I raise a torch above my head, praying it could give me ideas just as the sunlight did.
“It happened again,”Petra looks angry at anyone but herself. Ironic. “Get me out of this.”
I can see her sitting on a large cardboard box, looking out the window. She isn’t pleading, but her body is shaking to the point of convulsion.
“Tell me what you’ve done, Mom,”I look into Petra’s hazy, bloodshot eyes.
She shoots me a look that makes my spine tremble, my eyes darting across the room. Spilled drinks, ripped clothes, crushed boxes with contents that smelled. I repeat my order, looking down to the blood on the floor.
Petra’s reply isn’t coherent. ‘’How do I hide this?’’
My thirteen year old mind is nimble from coming up with quick solutions, so I think harder.
‘’I want to help you; let me think.’’
She gives me the silence I need, slumping on the cardboard box. The lid crushes with her weight. I cautiously move closer, raising her legs. It gracefully falls into the box, and without thinking, I cover her body with the torn clothing laying on the floor.

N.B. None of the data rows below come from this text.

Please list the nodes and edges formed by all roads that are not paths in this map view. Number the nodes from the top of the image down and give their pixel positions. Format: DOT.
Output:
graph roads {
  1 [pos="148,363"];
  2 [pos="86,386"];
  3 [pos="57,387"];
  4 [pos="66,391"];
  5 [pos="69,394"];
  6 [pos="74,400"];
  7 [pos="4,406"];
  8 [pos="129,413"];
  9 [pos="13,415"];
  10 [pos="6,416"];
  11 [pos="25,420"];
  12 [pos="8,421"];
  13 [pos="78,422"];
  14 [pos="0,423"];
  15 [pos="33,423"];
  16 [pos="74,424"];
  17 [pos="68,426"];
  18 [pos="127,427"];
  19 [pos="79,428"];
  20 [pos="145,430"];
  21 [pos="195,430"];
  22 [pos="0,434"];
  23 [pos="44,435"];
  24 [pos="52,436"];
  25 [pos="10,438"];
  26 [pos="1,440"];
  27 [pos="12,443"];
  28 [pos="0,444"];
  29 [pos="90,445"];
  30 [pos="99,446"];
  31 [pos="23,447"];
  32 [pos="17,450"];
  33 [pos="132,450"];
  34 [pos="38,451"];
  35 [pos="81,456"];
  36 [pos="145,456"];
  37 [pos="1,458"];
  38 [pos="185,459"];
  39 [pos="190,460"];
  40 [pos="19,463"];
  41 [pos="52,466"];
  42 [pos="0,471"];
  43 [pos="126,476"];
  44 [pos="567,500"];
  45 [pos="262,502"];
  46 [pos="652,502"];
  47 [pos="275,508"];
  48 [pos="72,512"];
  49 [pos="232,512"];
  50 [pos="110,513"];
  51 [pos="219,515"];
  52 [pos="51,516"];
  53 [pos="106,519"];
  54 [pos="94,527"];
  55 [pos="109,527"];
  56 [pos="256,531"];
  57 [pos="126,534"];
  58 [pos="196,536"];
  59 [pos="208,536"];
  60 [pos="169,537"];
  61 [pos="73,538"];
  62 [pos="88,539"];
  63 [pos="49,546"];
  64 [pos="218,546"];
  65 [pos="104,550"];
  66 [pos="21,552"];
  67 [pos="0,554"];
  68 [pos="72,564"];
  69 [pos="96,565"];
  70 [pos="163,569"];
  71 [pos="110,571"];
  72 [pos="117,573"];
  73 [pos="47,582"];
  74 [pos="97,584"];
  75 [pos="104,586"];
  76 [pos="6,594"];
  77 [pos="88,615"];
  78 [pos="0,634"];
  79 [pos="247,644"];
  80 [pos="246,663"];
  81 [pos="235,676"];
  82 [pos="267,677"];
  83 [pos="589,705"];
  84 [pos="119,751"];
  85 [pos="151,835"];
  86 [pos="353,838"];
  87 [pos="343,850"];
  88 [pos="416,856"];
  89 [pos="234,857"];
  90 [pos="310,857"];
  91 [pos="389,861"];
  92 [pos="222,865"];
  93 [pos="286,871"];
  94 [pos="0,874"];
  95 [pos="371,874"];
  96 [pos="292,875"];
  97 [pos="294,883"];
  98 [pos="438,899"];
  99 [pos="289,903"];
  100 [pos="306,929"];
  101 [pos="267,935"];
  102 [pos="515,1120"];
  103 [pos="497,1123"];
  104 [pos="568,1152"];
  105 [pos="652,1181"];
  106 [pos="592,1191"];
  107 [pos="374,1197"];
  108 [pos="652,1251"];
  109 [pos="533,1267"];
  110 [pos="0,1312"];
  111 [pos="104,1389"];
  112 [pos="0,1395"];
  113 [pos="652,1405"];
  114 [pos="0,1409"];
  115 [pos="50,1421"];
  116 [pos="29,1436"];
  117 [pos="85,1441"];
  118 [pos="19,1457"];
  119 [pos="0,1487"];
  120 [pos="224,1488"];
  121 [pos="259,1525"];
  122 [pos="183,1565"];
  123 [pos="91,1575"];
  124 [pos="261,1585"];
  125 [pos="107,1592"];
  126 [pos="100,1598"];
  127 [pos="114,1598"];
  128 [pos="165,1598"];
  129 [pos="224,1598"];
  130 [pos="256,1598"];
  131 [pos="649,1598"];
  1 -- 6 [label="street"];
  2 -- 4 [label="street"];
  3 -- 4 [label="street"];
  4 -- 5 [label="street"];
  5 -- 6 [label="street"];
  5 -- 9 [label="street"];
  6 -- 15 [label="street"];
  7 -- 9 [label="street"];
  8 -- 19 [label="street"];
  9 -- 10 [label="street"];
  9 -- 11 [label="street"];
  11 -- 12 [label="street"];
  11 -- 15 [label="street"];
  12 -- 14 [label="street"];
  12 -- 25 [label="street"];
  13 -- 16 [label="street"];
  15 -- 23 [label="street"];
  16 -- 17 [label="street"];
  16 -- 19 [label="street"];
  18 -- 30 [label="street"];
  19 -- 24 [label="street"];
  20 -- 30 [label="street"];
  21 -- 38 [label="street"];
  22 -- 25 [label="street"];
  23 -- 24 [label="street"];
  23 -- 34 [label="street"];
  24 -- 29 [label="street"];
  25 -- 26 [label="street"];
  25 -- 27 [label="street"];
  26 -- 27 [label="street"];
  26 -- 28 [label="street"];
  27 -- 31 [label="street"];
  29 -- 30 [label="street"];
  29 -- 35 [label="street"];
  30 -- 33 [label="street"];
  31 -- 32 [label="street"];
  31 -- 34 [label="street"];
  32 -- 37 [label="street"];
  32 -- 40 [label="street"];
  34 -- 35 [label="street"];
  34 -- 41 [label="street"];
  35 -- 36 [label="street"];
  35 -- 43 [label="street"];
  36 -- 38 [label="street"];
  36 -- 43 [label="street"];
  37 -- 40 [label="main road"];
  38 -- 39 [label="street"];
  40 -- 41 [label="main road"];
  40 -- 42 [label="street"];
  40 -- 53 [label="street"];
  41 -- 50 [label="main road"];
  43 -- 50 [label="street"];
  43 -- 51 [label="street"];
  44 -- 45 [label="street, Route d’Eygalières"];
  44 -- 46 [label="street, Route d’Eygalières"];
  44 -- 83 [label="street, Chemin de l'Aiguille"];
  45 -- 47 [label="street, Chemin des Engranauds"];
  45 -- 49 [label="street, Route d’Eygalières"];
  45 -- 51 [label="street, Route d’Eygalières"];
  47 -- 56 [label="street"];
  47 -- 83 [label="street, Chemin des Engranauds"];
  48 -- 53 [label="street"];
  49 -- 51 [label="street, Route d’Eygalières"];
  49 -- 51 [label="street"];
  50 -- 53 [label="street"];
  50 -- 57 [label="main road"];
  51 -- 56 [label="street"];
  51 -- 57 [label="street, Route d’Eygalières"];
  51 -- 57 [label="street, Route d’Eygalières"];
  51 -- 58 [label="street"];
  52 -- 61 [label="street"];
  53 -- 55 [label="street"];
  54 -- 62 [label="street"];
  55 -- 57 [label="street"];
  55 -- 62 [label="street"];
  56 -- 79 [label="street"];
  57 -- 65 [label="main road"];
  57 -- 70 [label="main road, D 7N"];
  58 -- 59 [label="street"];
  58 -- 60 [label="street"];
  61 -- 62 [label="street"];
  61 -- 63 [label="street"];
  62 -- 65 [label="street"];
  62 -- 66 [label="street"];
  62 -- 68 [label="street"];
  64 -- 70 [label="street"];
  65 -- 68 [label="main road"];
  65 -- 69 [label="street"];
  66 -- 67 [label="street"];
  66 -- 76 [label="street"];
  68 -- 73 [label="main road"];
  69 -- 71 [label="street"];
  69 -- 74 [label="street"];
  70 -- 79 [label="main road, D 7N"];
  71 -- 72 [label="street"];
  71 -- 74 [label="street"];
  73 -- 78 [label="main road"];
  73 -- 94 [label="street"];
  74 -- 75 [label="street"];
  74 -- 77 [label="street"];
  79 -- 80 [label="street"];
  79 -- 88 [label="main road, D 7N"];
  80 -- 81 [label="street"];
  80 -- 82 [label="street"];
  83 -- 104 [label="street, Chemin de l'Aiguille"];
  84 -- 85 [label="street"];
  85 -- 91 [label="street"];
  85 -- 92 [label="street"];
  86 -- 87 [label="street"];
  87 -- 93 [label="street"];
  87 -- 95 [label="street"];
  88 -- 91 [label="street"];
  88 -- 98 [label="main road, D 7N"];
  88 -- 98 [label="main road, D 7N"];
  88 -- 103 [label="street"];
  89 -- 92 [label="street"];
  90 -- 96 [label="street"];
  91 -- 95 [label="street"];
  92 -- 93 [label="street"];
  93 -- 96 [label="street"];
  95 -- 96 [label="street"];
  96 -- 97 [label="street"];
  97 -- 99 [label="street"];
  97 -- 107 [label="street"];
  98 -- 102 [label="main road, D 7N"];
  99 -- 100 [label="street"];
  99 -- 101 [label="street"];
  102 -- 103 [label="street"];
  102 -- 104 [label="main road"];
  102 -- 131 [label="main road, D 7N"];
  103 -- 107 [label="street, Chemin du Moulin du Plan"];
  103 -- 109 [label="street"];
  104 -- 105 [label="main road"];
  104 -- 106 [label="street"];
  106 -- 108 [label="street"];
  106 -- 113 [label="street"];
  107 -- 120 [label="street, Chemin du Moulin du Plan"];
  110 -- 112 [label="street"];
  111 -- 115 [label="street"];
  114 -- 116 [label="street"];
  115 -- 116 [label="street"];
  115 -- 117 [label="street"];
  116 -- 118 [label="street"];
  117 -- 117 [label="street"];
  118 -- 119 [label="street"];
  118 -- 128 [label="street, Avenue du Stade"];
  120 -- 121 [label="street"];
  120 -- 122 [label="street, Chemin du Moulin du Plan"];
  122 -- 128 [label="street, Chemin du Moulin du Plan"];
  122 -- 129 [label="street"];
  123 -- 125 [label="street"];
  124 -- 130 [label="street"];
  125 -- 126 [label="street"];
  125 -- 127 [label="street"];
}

Petra snores. Too loud for me to think. I cover the box with a sturdier cardboard lid, cutting holes in it with a nearby knife. I push my face closer to the torch. It trembled; the sweat in my hands was coming from more than a summer night’s heat.
Ideas filled my mind, operations to get my mother out of something she didn’t even tell me about. The right and the wrong is out of consideration, only the motive. I could pull off an escape, successfully continuing my life. This life. If victory tasted like this, I shivered at the thought of failure.
Maybe that’s what I need. Failure. No.
I bang my head on the walls, cursing its paint that was tearing off, but cursing myself above all. The torch slips from my hand, its fall echoing with the company of shards of glass. I don’t know where it comes from.
But the sun is rising; I don’t need my torch anymore. Should I go with the hard choice with a harder future, or the hardest choice with a mediocrely hard future?
I turn to the largest cardboard box in the room. I can still hear Petra’s snores, but muffled. To choose her escape and fulfilling it is success, but failing it without an attempt is bravery.
What did failing mean anymore?
I have precious minutes left. I open the box’s lid, lean in, and kiss my mother’s cheek. She looks so peaceful, and with a decision in mind, so was I.
Coming from outside, police sirens boom in my ears. I look down to the shards of glass, to my reflection. It was the face of someone who knows what to do.